WHAT IS BEING ASKED
The reply should hold every line of the data below, unchanged, and none of the pictures.

Items from a dataset
⟨

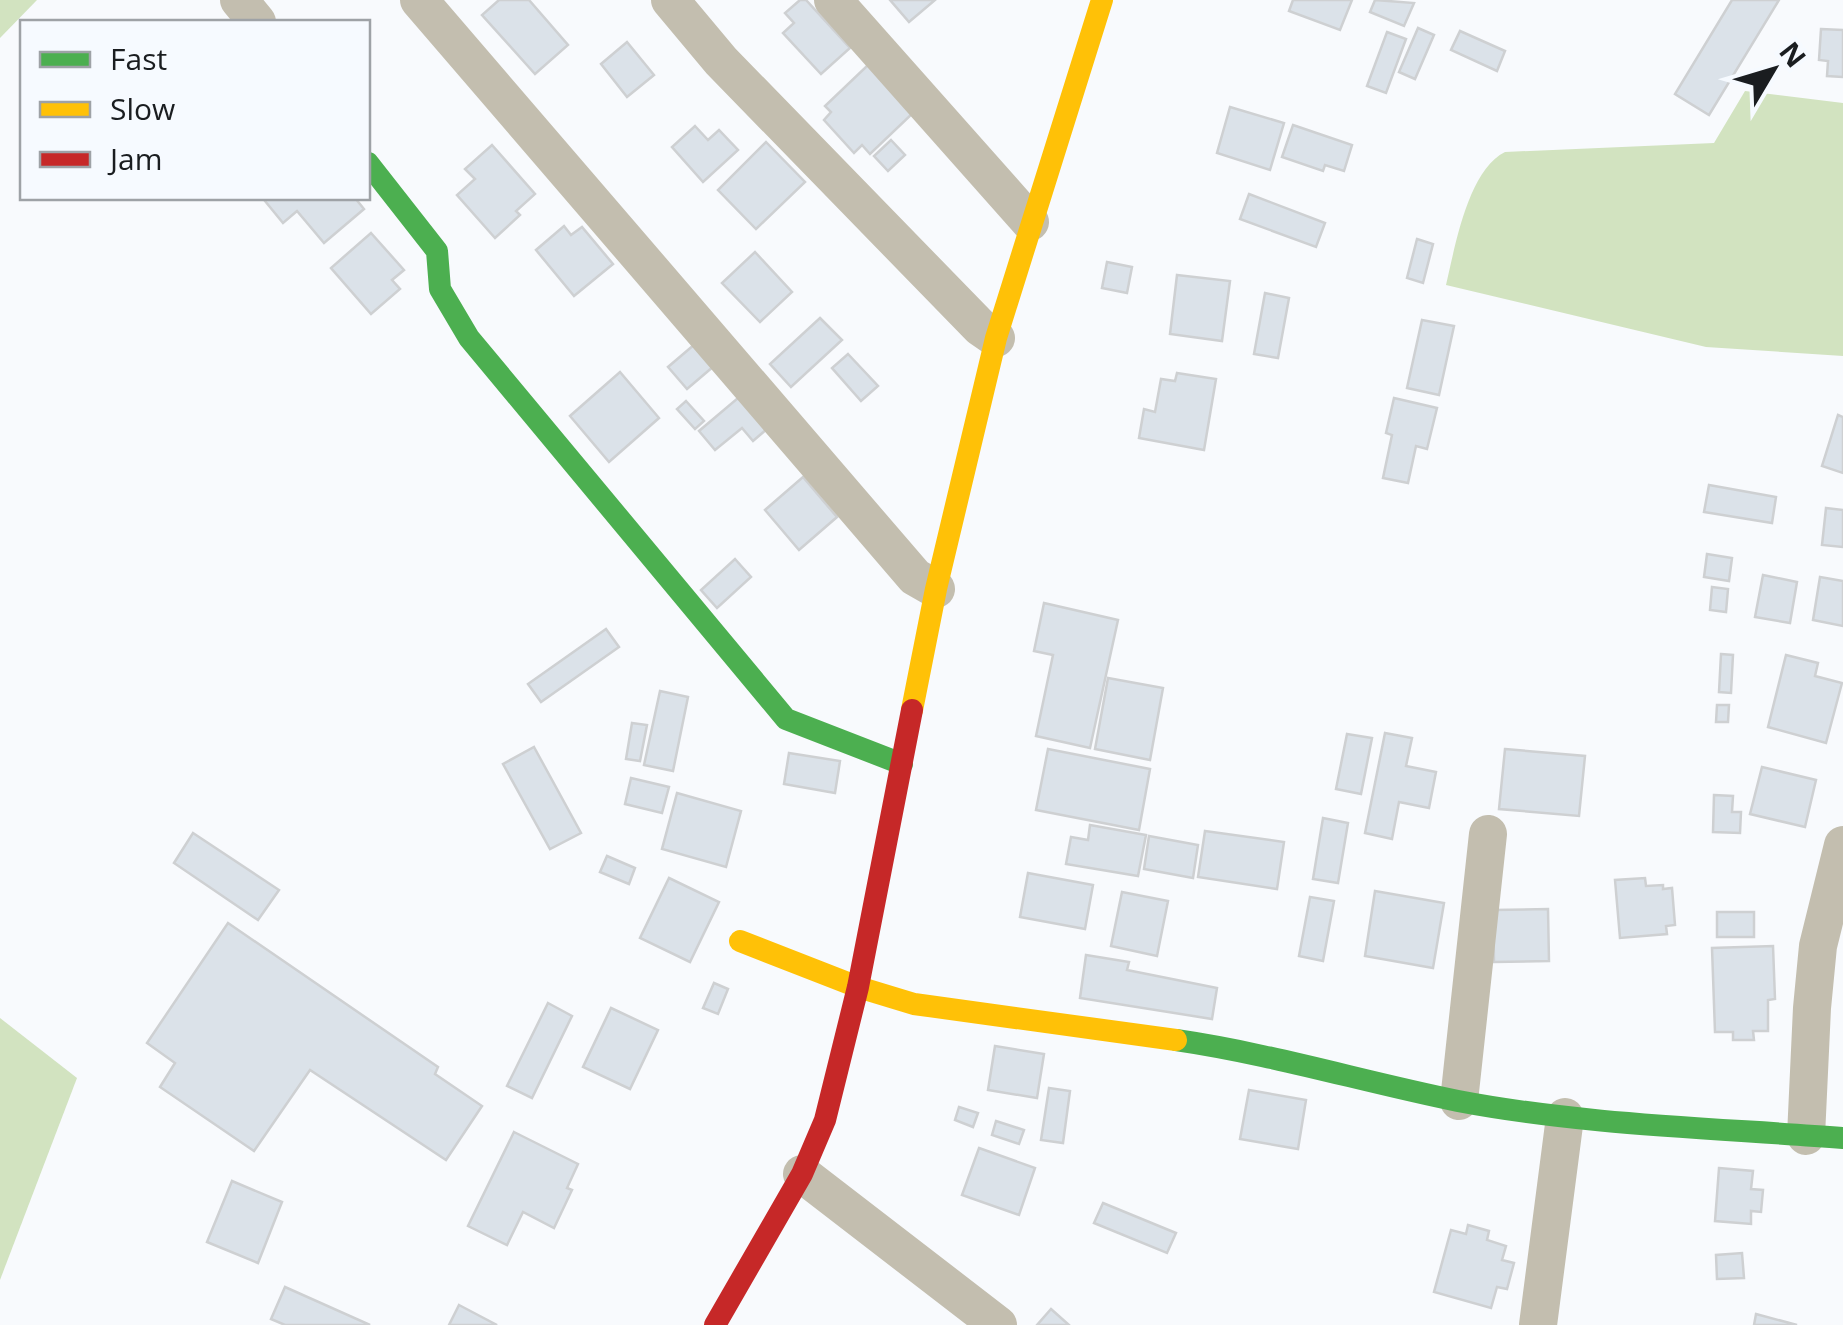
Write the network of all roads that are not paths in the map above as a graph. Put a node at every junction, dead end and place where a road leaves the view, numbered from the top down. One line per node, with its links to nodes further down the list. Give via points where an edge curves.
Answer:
1 (239, 0): 6 (street)
2 (419, 0): 10 (street, via 915,577)
3 (670, 0): 9 (street, via 721,62)
4 (832, 0): 8 (street)
5 (1102, 0): 8 (street)
6 (255, 20)
7 (370, 166): 11 (street, via 437,251 440,289 469,338 786,719)
8 (1030, 222): 9 (street)
9 (996, 338): 10 (street)
10 (936, 589): 11 (street)
11 (902, 764): 15 (street)
12 (1488, 834): 16 (street)
13 (1843, 845): 18 (street, via 1818,946)
14 (740, 941): 15 (street)
15 (858, 987): 16 (street, via 914,1004 1224,1047); 19 (street, via 825,1120)
16 (1460, 1101): 17 (street)
17 (1564, 1117): 18 (street); 22 (street)
18 (1824, 1137)
19 (802, 1174): 20 (street); 21 (street)
20 (715, 1325)
21 (998, 1325)
22 (1538, 1325)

⟩

SOLUTION TO THIS TASK
Write the network of all roads that are not paths in the map above as a graph. Put a node at every junction, dead end and place where a road leaves the view, numbered from the top down. One line per node, with its links to nodes further down the list. Give via points where an edge curves.
Answer:
1 (239, 0): 6 (street)
2 (419, 0): 10 (street, via 915,577)
3 (670, 0): 9 (street, via 721,62)
4 (832, 0): 8 (street)
5 (1102, 0): 8 (street)
6 (255, 20)
7 (370, 166): 11 (street, via 437,251 440,289 469,338 786,719)
8 (1030, 222): 9 (street)
9 (996, 338): 10 (street)
10 (936, 589): 11 (street)
11 (902, 764): 15 (street)
12 (1488, 834): 16 (street)
13 (1843, 845): 18 (street, via 1818,946)
14 (740, 941): 15 (street)
15 (858, 987): 16 (street, via 914,1004 1224,1047); 19 (street, via 825,1120)
16 (1460, 1101): 17 (street)
17 (1564, 1117): 18 (street); 22 (street)
18 (1824, 1137)
19 (802, 1174): 20 (street); 21 (street)
20 (715, 1325)
21 (998, 1325)
22 (1538, 1325)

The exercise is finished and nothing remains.